“Look at the stars! Look, look up at the skies!” – Gerard Manley Hopkins
“Inner and Outer Light”
Fiction. Based on a True Musing on Light.
by Starry Teller
This journal entry is inspired by true events. Some of the characters, names, businesses, incidents, and certain locations and events have been fictionalized for dramatic purposes. Any similarity to the name, character or history of any person is entirely coincidental and unintentional.
Trigger Warning: our program often motivates people to discuss their trauma. If you find yourself feeling overwhelmed, please, take a step back to address emotional flashbacks and trauma before continuing to push yourself. If you are experiencing a medical emergency, call 911 or the National Suicide Hotline at (1-800) 273-8255.
When it rains outside, we never think the rain is coming from below us. Yet how often do we look up at the sky when it rains? Far, far more often we are looking down at our feet as we slosh through puddles, failing to stay dry. We hardly ever look up at the sky when it is raining for the practical reason that water falling quickly from the sky does not feel wonderful to open eyes.

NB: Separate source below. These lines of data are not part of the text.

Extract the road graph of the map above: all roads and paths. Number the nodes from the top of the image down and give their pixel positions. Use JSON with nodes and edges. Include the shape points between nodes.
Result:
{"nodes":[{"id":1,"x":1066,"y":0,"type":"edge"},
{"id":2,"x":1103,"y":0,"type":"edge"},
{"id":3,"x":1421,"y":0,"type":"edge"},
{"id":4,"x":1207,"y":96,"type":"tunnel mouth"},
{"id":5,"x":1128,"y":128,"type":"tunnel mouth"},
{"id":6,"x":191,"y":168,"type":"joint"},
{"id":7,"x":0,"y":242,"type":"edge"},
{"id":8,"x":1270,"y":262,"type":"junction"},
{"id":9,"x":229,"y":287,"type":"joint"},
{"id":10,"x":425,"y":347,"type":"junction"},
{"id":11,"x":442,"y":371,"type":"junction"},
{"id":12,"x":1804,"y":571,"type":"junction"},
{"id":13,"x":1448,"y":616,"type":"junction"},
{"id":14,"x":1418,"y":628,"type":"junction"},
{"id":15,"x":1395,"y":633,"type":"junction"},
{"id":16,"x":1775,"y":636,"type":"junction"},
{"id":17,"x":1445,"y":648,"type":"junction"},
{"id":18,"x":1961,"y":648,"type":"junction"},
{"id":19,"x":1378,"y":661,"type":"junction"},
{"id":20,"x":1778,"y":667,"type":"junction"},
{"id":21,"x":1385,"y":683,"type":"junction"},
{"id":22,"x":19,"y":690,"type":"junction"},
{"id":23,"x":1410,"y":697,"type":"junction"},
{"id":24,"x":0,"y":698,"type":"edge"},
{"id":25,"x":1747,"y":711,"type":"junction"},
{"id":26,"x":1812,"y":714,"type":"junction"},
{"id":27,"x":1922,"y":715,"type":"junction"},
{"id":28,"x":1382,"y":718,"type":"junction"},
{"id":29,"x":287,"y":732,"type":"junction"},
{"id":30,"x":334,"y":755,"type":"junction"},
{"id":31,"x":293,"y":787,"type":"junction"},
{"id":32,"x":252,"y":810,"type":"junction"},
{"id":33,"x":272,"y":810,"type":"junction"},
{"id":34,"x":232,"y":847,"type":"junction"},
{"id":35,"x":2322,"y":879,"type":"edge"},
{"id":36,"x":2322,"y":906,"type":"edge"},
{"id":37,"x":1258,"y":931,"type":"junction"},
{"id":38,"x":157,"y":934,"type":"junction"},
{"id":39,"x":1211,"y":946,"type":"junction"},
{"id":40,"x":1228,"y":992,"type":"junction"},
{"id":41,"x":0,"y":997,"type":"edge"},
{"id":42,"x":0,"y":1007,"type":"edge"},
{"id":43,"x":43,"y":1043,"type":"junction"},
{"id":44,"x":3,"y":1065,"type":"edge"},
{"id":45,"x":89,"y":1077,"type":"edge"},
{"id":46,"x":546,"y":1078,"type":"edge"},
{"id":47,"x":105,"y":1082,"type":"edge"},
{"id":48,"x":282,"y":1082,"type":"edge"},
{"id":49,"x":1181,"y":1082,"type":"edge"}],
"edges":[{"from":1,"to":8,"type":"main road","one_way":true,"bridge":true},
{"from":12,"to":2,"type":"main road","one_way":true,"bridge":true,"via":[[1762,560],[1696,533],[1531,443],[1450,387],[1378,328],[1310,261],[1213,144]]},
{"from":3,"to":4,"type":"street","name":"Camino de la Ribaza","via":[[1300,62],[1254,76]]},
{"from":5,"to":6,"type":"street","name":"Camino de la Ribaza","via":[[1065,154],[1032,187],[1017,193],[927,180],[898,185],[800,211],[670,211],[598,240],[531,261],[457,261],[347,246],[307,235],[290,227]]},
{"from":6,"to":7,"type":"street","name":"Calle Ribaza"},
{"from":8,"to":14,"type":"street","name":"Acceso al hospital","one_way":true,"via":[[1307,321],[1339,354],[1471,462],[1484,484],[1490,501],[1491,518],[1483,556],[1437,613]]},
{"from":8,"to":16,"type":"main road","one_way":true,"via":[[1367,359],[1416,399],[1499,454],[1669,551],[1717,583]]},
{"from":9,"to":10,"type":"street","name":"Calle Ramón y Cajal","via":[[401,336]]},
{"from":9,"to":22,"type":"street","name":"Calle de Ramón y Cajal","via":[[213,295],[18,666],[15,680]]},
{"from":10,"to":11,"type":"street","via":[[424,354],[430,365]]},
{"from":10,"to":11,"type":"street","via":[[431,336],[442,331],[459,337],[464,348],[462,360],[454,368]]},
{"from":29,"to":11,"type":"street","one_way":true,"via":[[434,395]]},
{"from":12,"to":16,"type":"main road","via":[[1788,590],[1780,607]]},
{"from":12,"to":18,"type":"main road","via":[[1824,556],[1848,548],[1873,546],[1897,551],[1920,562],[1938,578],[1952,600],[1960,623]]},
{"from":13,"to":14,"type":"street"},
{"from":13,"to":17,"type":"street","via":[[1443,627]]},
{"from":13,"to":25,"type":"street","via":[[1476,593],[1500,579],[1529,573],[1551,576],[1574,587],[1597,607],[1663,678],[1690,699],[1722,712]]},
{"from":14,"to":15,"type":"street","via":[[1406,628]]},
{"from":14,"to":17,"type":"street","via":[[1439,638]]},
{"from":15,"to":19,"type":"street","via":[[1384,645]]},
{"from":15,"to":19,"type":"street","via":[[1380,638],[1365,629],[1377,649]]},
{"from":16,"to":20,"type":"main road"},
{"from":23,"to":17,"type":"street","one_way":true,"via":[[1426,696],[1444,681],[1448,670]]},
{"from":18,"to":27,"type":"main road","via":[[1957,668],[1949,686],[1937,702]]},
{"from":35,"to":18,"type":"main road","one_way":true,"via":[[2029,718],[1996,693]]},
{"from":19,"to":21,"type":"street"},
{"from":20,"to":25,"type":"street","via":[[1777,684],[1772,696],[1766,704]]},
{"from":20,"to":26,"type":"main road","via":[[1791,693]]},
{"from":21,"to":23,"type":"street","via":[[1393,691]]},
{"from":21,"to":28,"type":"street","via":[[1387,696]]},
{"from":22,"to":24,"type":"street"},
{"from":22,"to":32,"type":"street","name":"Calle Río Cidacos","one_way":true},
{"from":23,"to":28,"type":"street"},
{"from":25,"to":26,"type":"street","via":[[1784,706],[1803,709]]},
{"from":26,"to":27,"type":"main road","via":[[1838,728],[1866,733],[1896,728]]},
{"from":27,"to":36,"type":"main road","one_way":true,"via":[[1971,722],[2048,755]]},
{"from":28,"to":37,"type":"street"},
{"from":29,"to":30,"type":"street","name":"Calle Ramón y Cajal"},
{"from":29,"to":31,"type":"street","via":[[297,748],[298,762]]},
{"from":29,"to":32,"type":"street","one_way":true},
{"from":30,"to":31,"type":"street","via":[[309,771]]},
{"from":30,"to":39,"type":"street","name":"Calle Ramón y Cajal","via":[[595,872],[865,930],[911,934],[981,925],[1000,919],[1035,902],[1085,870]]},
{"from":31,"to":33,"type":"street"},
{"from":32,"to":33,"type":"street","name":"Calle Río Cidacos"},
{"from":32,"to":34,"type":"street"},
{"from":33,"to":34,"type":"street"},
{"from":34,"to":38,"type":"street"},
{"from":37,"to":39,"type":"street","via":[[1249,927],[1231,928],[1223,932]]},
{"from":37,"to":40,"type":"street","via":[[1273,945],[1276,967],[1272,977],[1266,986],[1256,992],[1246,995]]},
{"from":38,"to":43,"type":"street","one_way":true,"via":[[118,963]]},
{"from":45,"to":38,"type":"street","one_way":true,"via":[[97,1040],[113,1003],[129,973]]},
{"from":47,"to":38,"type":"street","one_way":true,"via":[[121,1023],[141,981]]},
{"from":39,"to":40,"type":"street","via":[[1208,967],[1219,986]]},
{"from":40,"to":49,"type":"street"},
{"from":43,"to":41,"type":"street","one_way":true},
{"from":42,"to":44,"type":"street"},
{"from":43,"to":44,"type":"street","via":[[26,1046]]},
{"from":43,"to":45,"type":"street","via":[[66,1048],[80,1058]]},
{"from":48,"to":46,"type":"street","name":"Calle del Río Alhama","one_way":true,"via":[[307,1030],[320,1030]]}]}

However, by not looking up at the sky during the rain, we miss seeing the stars. We miss seeing the light.
As human beings, we interact with the world on several levels. We experience the physical world, the emotional world, and the spiritual world. We usually think of the former as tangible—the aspects of the world we can touch. However, a significant part of the physical world affects everything but is intangible: light. The intangible yet vastly powerful phenomena works in conjunction with carbon dioxide to determine the life or death of plants, animals, and human beings on Earth. It also very practically provides the means by which we go about living—for it would be terribly difficult to function in a state of permanent darkness. Our bodies respond to light because it not only helps us live, but because it explains the essence of how we are alive.
On another level, we experience the world through the light within us. As Mick Lorusso says, “The light within is experienced in so many different ways.” We can categorize light as it physically exists in the world and as it spiritually exists in our human bodies—for it does indeed exist. All of us experience this light in different ways. For some, it is in the form of religion; for others, kindness; for others, love. For some people, the light within us is simply that: the light within. It doesn’t need to be explained. It doesn’t need to be figured out. It simply exists, just as we simply exist.
However, the essence of existence is never simple. It is deep and complex and beautiful. It is wrapped around light, and exists within and through light. Existence itself is light. When Gerard Manley Hopkins tells us to “Look at the stars” and to “Look, look up at the skies” he is referring to the light which permeates the universe from billions of light years away. The stars above us appear as small holes in the canopy of the sky, and can often seem to disappear on a rainy night. However, the light of stars never ceases or falters. Even when it rains, the sun is still aflame with light, regardless of whether we see it or not. In a similar way, the light within us never ceases or falters. Even when the physical world seems chaotic and our emotional world is stormy, the light within us never dies. It helps us live because it also is the essence of how we are alive.